Every line of the material below that holds the string "Kimberly" should be copied.

##############################

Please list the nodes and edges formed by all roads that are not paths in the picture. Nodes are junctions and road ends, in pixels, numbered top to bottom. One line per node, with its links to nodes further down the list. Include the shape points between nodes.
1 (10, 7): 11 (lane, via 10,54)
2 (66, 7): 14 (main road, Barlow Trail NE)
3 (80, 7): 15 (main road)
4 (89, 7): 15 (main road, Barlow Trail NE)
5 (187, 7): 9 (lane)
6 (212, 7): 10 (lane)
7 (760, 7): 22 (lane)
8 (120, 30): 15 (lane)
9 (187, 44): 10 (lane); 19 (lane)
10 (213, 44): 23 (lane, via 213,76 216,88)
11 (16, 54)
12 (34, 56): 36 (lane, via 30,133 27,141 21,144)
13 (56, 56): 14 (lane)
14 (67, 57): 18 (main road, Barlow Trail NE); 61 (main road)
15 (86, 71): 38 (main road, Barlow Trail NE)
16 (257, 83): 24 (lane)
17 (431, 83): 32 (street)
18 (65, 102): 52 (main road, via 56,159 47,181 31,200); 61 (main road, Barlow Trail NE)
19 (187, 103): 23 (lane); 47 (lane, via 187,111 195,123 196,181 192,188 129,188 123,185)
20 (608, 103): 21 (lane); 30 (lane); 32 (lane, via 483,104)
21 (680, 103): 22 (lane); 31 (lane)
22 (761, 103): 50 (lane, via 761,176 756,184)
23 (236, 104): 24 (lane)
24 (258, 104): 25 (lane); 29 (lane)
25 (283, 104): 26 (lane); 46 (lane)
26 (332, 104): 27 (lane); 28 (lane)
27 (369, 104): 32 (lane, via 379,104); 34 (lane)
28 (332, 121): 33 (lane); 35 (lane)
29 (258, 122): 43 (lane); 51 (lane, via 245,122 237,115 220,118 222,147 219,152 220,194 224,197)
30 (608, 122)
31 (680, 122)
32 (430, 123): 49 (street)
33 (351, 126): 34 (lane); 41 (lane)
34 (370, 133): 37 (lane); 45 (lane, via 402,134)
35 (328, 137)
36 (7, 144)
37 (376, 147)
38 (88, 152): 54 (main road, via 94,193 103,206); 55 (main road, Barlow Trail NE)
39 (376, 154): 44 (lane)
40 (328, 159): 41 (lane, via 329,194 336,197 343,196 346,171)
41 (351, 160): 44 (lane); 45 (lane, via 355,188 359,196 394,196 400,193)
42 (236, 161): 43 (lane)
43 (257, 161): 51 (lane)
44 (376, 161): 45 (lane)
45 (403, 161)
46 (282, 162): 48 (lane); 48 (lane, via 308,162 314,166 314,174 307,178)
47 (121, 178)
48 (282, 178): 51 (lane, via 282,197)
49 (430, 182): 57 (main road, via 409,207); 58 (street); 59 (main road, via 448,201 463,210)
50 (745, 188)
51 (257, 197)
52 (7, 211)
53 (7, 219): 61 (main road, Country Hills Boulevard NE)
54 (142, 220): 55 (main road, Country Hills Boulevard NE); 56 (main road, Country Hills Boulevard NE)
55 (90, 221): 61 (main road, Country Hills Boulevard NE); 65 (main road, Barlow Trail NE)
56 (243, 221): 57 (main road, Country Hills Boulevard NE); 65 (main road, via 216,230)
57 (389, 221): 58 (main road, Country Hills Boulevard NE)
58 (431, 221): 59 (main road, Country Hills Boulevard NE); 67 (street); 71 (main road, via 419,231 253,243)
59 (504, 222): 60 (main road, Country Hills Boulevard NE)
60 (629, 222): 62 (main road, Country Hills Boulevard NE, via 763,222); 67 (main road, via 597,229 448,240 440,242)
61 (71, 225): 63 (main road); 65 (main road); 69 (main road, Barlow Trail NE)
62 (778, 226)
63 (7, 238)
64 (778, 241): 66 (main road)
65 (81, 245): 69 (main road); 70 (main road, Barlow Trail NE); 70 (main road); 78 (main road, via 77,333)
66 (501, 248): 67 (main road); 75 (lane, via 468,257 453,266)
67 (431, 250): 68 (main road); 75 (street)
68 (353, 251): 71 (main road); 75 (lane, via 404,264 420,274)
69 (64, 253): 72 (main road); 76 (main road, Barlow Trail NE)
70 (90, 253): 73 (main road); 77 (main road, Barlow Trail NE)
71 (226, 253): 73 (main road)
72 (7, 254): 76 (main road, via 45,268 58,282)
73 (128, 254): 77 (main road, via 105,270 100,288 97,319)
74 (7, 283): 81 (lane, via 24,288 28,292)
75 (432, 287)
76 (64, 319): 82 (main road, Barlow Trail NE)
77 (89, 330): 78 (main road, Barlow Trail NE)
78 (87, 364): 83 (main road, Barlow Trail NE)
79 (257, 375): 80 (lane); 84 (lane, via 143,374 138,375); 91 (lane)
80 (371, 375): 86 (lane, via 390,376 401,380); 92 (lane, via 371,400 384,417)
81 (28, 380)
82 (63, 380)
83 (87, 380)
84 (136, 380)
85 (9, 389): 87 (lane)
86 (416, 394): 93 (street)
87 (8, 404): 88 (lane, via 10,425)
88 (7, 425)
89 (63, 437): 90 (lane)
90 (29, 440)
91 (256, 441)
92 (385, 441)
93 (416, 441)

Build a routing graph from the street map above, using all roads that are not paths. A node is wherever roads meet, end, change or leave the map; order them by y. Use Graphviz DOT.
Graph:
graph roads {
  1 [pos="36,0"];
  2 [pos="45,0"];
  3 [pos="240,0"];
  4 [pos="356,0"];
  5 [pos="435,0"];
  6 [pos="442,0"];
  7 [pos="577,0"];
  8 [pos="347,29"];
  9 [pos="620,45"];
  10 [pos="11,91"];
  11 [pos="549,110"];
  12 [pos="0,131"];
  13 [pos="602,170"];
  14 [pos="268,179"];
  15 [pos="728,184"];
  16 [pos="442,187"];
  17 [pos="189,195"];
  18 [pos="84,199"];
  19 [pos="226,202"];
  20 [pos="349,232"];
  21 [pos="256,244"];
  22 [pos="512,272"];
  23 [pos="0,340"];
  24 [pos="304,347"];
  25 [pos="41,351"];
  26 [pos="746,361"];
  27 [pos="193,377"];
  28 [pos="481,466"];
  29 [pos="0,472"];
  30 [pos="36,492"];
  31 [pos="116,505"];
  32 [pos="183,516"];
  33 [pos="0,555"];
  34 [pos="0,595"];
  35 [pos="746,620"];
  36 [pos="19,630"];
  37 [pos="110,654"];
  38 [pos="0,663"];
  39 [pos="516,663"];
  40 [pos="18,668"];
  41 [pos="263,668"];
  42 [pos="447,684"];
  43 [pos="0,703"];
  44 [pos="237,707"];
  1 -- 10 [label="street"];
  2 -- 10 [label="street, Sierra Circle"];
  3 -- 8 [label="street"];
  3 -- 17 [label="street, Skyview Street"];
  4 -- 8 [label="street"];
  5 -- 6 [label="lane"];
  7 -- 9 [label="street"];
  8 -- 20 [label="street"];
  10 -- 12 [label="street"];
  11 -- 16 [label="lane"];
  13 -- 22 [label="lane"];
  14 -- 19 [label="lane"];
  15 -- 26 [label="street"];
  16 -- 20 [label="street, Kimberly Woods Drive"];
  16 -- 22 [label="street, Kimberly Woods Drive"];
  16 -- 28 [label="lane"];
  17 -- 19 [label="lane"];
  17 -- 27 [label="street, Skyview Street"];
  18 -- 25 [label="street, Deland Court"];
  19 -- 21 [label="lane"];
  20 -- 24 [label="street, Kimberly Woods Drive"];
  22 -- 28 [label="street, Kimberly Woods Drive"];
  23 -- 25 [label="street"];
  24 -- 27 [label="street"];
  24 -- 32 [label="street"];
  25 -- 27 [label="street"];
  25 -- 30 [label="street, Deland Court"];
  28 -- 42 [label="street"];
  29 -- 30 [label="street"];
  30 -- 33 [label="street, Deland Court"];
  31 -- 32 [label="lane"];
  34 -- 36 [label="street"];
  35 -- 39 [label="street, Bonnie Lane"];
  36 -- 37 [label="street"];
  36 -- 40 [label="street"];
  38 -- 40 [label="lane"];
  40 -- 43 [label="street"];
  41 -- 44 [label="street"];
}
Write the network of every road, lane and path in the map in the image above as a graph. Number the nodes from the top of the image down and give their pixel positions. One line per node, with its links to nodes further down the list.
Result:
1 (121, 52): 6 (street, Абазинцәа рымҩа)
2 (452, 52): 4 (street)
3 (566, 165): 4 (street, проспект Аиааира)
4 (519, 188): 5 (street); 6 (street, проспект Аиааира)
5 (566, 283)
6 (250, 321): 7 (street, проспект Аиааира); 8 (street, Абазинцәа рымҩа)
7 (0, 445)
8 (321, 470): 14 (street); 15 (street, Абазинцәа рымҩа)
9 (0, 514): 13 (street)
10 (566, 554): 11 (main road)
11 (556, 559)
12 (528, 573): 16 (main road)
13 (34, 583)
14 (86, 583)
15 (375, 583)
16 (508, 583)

##############################

Expected answer:
  16 -- 20 [label="street, Kimberly Woods Drive"];
  16 -- 22 [label="street, Kimberly Woods Drive"];
  20 -- 24 [label="street, Kimberly Woods Drive"];
  22 -- 28 [label="street, Kimberly Woods Drive"];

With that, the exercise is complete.